第8実施形態では、図10Aに示すように、第2低減部用コア55と回転子2とで磁気回路が形成される。より具体的には、第2低減部用コア55の第1コイル用コア551からエアギャップを介して回転子2の回転子用バックヨーク21を通り、エアギャップを介して第2低減部用コア55の第2コイル用コア552を通り、第2低減部用コア55の連結コア553(筐体7)を通り、前記第1コイル用コア551に戻る磁路の磁気回路が形成され、スラスト力低減部3hは、回転子2の回転子用バックヨーク21との間に、回転子2の回転子用バックヨーク21を吸引する軸方向の磁力を前記低減力として生成する。
このような構成の第8実施形態におけるSAG型同期モータAGhは、稼働すると、固定子1と回転子2との間にスラスト力(吸引力)が働くが、前記スラスト力(吸引力)を、スラスト力低減部3hにおける、回転子2を吸引する軸方向の磁力(前記低減力)でキャンセル(相殺)可能となるため、軸方向のスラスト力を低減できる。
上記SAG型同期モータAGhは、第2低減部用コア55の一部が筐体7で形成されていることで、部品点数を低減でき、構造を簡単にすることができる。
上記SAG型同期モータAGhは、2個の第2および第3低減部用コイル53、54を備えるので、第2および第3低減部用コイル53、54(2軸)それぞれで前記低減力を調整できるから、前記低減力を調整し易い。
上記SAG型同期モータAGhは、複数のスラスト力低減ユニット3h−1〜3h−4を備えるので、前記複数のスラスト力低減ユニット3h−1〜3h−4それぞれに給電する各電力量(電流量)それぞれを調整することで、前記面ブレの低減が可能となる。
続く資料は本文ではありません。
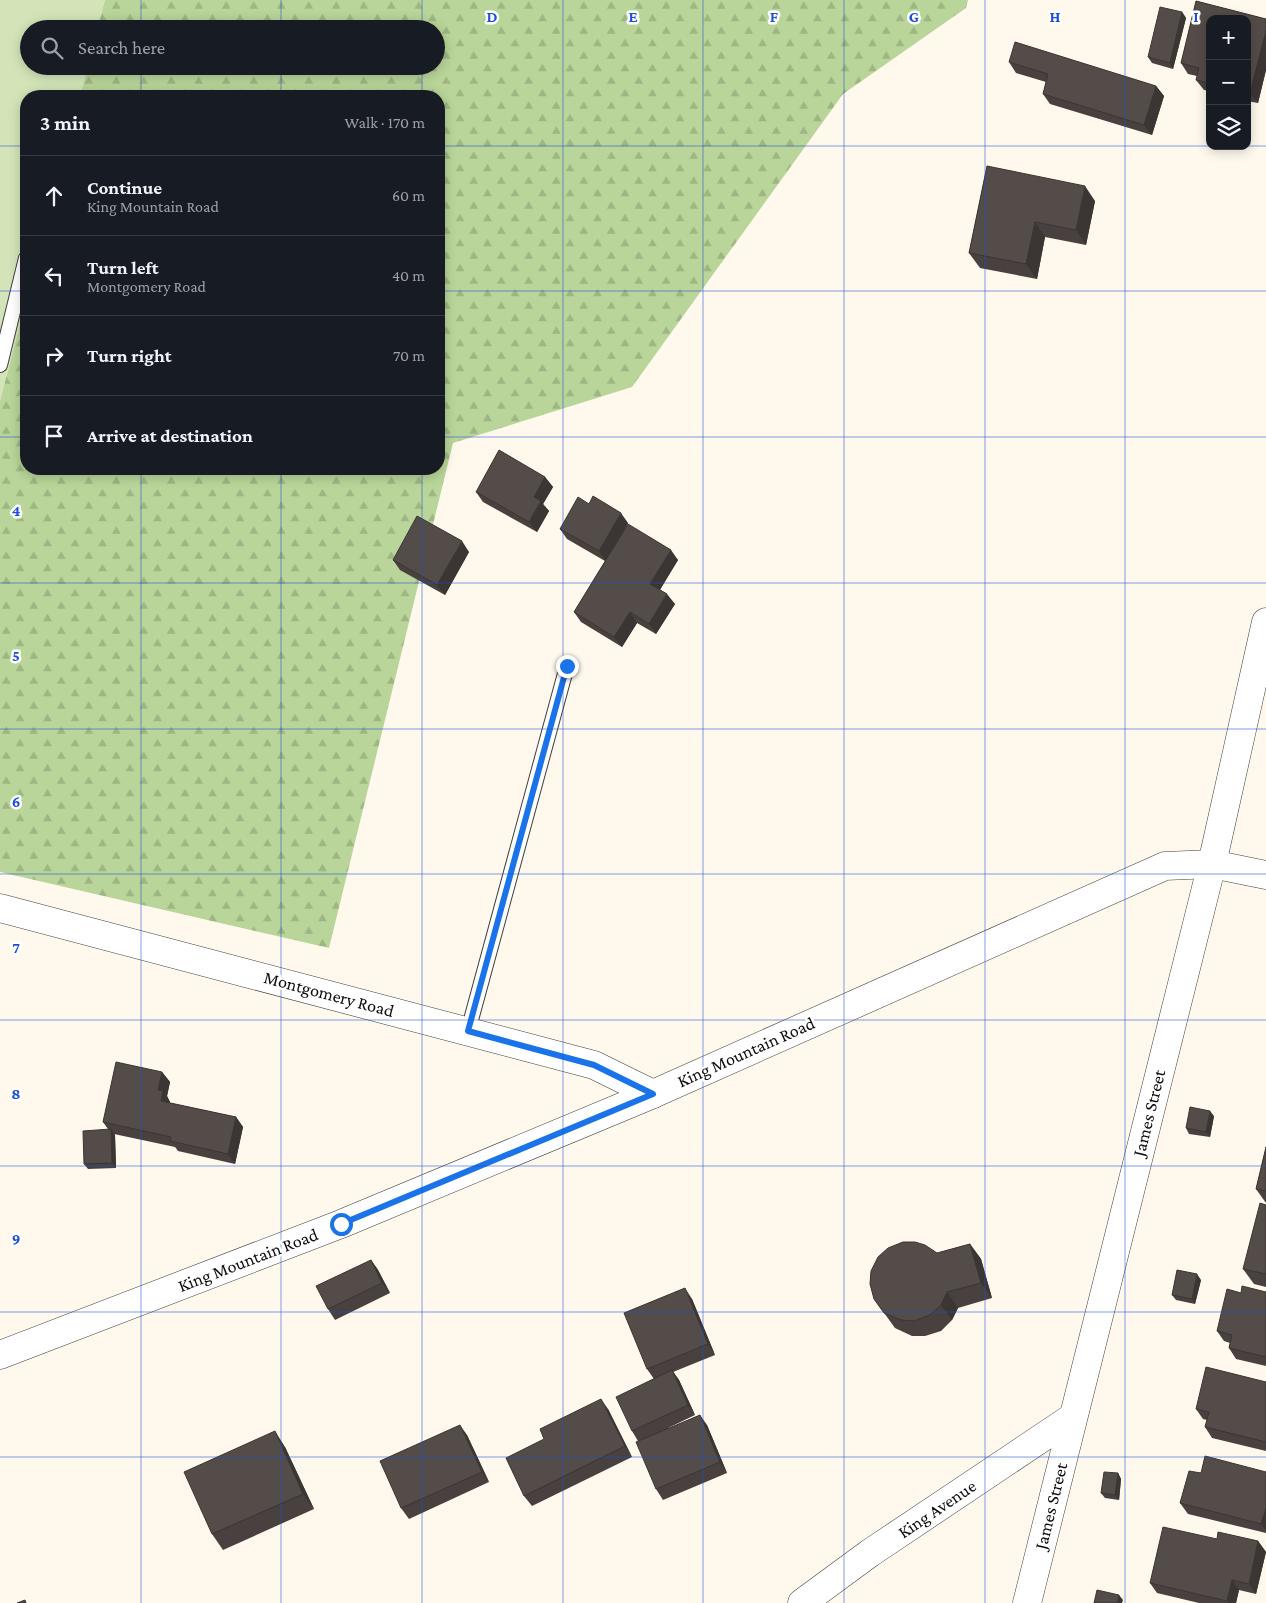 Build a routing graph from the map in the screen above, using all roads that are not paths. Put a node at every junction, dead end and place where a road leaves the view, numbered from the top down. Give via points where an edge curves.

なお、このために、第8実施形態におけるスラスト力低減部3hは、複数のスラスト力低減ユニット3h−1〜3h−4それぞれで生じる前記スラスト力を低減するための各低減力を個別に制御する制御部(不図示)をさらに備えてもよい。前記制御部は、複数のスラスト力低減ユニット3h−1〜3h−4それぞれに給電する各電力量(電流量)それぞれを制御(調整)する回路である。前記制御部は、例えば、周方向に180度間隔で配置された第1および第3スラスト力低減ユニット3h−1、3h−3それぞれに給電される各電力量(電流量)を制御することで、第1スラスト力低減ユニット3h−1から第3スラスト力低減ユニット3h−3に至るX方向において、一方側(例えば第1スラスト力低減ユニット3h−1側)での固定子1と回転子2との間における軸方向の第X1間隔と、他方側(例えば第3スラスト力低減ユニット3h−3側)での固定子1と回転子2との間における軸方向の第X2間隔とを制御(調整)できる。また例えば、前記制御部は、周方向に180度間隔で配置された第2および第4スラスト力低減ユニット3h−2、3h−4それぞれに給電される各電力量(電流量)を制御することで、第2スラスト力低減ユニット3h−2から第4スラスト力低減ユニット3h−4に至るY方向(X方向に直交するY方向)において、一方側(例えば第3スラスト力低減ユニット3h−3側)での固定子1と回転子2との間における軸方向の第Y1間隔と、他方側(例えば第4スラスト力低減ユニット3h−4側)での固定子1と回転子2との間における軸方向の第Y2間隔とを制御(調整)できる。これにより、前記制御部を備えたスラスト力低減部3hは、前記面ブレを低減できる。
本発明を表現するために、上述において図面を参照しながら実施形態を通して本発明を適切且つ十分に説明したが、当業者であれば上述の実施形態を変更および/または改良することは容易に為し得ることであると認識すべきである。したがって、当業者が実施する変更形態または改良形態が、請求の範囲に記載された請求項の権利範囲を離脱するレベルのものでない限り、当該変更形態または当該改良形態は、当該請求項の権利範囲に包括されると解釈される。